• **Problem details**
Which lines in the records below contain the word "highway"? Report each of them.

BEGIN

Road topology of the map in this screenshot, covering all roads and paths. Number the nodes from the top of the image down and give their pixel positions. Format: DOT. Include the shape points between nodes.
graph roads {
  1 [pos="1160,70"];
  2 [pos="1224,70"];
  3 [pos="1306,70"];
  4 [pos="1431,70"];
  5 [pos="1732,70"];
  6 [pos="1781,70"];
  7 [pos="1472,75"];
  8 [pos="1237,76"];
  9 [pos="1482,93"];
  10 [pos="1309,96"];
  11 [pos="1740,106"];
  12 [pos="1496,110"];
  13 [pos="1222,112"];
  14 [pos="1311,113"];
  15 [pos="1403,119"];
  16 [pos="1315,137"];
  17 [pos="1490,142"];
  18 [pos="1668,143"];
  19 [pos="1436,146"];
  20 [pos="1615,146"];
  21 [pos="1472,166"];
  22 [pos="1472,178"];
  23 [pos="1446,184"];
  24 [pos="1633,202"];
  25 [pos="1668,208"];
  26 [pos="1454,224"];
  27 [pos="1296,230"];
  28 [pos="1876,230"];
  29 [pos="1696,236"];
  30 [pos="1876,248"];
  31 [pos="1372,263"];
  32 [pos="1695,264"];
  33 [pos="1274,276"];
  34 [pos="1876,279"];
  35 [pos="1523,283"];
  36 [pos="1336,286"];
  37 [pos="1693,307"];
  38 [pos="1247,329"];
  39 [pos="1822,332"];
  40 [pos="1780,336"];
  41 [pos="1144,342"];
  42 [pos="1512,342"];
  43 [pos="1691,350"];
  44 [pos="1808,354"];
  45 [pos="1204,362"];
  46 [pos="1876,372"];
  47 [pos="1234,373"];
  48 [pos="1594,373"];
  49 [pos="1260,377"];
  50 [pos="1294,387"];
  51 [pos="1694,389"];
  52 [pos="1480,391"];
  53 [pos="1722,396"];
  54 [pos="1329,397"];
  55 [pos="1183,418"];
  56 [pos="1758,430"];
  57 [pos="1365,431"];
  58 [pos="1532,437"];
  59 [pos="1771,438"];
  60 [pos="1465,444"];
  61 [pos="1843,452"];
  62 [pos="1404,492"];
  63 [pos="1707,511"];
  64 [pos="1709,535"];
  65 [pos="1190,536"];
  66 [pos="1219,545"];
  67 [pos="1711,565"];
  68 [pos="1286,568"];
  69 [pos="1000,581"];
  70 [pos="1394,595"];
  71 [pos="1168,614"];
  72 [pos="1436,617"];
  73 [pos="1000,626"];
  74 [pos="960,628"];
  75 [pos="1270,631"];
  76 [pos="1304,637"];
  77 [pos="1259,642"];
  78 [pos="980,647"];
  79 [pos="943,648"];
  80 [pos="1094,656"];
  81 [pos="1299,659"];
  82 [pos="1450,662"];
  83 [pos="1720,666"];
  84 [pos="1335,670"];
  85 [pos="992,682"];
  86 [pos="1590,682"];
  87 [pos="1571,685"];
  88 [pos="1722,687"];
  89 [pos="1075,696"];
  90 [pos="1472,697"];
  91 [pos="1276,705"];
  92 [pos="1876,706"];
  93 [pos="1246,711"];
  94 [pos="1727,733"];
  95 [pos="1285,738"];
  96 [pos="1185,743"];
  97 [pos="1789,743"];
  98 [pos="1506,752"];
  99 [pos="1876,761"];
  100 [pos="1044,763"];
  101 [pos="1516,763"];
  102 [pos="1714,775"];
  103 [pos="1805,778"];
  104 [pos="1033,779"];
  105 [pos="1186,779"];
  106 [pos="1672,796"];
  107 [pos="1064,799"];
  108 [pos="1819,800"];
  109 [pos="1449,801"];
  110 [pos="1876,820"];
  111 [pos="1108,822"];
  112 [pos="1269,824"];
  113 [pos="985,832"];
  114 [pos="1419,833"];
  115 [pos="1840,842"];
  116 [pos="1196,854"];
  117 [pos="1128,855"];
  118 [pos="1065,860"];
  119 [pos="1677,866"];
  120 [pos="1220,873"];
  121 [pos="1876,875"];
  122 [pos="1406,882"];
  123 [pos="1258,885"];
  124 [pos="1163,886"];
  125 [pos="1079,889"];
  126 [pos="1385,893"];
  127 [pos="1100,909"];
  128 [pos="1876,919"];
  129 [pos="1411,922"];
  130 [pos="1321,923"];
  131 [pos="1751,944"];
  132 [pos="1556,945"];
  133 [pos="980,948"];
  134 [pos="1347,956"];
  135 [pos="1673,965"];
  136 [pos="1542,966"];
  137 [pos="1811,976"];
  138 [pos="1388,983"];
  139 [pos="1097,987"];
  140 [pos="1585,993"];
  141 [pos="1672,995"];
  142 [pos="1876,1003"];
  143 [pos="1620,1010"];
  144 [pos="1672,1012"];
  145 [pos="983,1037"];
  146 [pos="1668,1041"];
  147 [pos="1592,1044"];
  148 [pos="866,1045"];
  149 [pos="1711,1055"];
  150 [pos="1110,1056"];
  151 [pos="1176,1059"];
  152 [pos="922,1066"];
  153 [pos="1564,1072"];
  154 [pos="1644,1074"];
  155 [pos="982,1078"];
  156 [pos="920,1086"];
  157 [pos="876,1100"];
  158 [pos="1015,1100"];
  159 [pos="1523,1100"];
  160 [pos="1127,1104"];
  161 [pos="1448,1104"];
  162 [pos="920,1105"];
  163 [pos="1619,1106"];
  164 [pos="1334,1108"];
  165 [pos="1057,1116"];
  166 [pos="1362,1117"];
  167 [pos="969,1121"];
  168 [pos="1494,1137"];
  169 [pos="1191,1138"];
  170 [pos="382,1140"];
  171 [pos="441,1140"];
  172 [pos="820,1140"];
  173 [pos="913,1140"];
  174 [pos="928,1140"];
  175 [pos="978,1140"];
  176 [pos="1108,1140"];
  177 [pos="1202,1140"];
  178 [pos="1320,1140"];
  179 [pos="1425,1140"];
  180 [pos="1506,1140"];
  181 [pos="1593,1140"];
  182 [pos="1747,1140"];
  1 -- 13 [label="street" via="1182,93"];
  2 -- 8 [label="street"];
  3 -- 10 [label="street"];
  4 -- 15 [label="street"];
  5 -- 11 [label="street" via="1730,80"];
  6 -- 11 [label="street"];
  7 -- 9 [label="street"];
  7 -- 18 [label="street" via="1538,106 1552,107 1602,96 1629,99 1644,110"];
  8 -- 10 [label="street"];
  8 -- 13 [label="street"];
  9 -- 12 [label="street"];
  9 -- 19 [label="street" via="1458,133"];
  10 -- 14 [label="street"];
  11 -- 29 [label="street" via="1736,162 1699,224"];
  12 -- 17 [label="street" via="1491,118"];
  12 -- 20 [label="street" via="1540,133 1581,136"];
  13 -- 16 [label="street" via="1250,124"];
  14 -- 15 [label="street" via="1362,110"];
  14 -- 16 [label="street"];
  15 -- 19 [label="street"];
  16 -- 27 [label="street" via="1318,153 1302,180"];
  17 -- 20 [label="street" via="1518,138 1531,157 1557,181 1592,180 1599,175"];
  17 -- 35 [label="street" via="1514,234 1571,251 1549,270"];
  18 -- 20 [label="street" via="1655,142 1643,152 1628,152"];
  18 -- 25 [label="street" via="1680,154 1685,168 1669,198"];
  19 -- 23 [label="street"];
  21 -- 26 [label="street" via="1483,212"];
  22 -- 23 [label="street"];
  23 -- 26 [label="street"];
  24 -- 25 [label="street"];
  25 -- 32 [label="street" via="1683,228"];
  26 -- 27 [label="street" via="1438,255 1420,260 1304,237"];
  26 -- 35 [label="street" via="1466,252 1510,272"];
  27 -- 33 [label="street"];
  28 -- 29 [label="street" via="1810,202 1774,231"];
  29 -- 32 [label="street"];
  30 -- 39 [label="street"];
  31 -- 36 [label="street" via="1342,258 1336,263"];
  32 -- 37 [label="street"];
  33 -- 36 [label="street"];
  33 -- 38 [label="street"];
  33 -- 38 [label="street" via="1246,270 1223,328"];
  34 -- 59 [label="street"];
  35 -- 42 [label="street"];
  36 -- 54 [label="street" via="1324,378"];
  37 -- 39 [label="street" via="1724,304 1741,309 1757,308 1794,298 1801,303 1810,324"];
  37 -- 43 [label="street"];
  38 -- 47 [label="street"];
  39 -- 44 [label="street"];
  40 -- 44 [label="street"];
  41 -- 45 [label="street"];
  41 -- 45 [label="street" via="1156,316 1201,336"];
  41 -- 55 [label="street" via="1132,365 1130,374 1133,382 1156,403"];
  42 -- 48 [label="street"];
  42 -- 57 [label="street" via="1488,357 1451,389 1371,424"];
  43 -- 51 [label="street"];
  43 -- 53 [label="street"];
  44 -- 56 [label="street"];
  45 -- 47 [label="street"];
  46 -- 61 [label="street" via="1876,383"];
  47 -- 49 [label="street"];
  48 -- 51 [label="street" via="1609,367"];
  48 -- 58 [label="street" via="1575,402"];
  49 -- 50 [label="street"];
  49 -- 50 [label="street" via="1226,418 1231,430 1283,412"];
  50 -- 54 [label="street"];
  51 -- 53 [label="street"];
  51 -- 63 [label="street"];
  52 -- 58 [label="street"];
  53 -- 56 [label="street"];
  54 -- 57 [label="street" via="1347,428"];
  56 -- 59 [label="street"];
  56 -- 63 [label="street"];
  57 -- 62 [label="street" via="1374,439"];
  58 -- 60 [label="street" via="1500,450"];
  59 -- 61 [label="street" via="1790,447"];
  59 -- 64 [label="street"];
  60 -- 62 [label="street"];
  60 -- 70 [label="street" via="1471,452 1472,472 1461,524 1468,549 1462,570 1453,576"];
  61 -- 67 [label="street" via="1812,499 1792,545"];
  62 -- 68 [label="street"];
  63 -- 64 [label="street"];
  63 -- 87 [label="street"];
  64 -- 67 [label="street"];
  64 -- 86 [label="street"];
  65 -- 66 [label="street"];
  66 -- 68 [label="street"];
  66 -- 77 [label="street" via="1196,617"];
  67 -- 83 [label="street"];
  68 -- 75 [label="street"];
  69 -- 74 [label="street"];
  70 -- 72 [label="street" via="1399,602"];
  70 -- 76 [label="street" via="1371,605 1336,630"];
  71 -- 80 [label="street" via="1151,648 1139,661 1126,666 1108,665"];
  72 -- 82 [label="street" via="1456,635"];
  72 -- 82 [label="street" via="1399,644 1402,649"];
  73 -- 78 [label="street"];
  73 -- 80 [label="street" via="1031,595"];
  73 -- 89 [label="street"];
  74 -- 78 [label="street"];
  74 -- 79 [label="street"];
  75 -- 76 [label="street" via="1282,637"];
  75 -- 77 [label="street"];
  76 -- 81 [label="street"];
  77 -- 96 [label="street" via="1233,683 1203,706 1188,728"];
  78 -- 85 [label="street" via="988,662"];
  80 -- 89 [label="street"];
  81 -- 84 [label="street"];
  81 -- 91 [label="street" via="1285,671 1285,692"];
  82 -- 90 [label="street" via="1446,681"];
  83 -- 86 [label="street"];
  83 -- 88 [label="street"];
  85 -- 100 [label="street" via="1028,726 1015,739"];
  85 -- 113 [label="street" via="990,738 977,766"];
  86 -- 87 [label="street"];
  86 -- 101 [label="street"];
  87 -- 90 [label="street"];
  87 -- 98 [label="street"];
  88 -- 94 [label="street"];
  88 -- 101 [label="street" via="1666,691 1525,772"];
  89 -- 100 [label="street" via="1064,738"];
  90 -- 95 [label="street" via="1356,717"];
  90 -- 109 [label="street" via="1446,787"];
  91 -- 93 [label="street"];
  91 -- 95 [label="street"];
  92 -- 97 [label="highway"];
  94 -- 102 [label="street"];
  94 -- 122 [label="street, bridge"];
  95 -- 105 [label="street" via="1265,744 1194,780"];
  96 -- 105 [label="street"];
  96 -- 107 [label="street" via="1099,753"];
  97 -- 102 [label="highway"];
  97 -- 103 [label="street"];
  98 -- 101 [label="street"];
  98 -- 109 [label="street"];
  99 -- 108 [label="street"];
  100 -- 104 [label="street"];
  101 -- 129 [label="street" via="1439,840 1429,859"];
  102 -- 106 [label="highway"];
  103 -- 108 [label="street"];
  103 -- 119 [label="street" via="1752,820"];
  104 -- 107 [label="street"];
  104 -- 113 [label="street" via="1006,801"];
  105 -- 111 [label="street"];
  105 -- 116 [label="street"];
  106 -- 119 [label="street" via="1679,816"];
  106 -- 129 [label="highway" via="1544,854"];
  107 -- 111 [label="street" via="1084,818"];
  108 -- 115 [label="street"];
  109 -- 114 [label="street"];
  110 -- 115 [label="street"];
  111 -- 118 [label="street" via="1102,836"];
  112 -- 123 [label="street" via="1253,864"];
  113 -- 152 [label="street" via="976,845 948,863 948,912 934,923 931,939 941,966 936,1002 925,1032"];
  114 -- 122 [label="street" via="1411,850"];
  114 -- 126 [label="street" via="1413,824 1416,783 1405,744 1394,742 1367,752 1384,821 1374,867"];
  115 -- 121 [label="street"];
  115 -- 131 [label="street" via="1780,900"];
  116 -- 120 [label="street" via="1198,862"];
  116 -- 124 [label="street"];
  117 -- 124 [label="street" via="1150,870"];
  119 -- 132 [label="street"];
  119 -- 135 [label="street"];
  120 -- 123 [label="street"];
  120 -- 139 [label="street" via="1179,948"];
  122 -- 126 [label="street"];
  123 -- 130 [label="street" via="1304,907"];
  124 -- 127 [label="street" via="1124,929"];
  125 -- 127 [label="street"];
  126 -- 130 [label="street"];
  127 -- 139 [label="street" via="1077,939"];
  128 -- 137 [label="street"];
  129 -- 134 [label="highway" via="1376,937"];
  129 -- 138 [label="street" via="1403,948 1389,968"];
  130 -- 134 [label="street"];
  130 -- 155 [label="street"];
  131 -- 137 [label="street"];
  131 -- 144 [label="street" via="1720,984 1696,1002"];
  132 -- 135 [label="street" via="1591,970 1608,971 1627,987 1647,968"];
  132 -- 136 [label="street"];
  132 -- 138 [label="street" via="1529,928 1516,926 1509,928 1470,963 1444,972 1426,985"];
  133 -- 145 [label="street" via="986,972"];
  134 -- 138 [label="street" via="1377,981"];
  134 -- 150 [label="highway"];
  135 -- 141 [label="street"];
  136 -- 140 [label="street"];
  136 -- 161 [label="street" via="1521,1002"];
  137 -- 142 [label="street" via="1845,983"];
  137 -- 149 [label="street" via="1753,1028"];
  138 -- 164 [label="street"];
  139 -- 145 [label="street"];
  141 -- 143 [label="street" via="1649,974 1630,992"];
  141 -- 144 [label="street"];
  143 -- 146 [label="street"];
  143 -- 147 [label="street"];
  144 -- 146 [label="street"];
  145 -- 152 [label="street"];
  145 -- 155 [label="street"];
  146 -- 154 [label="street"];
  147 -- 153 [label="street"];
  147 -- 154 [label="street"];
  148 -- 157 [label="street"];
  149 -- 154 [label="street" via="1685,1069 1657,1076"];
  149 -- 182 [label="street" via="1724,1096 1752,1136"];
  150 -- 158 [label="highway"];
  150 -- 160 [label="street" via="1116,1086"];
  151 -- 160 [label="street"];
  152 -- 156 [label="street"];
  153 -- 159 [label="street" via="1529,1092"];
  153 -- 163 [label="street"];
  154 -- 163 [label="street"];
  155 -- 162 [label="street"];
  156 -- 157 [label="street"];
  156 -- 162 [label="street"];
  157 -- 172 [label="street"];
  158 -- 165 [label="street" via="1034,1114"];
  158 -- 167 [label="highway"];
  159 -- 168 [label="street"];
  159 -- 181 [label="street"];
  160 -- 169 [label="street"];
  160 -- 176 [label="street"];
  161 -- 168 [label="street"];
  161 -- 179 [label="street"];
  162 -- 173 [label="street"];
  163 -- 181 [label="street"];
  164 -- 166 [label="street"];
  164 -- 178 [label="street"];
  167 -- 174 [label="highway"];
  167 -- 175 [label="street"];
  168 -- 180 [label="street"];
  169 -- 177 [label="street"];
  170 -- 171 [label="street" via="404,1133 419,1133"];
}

END

• **Response to the exercise**
  92 -- 97 [label="highway"];
  97 -- 102 [label="highway"];
  102 -- 106 [label="highway"];
  106 -- 129 [label="highway" via="1544,854"];
  129 -- 134 [label="highway" via="1376,937"];
  134 -- 150 [label="highway"];
  150 -- 158 [label="highway"];
  158 -- 167 [label="highway"];
  167 -- 174 [label="highway"];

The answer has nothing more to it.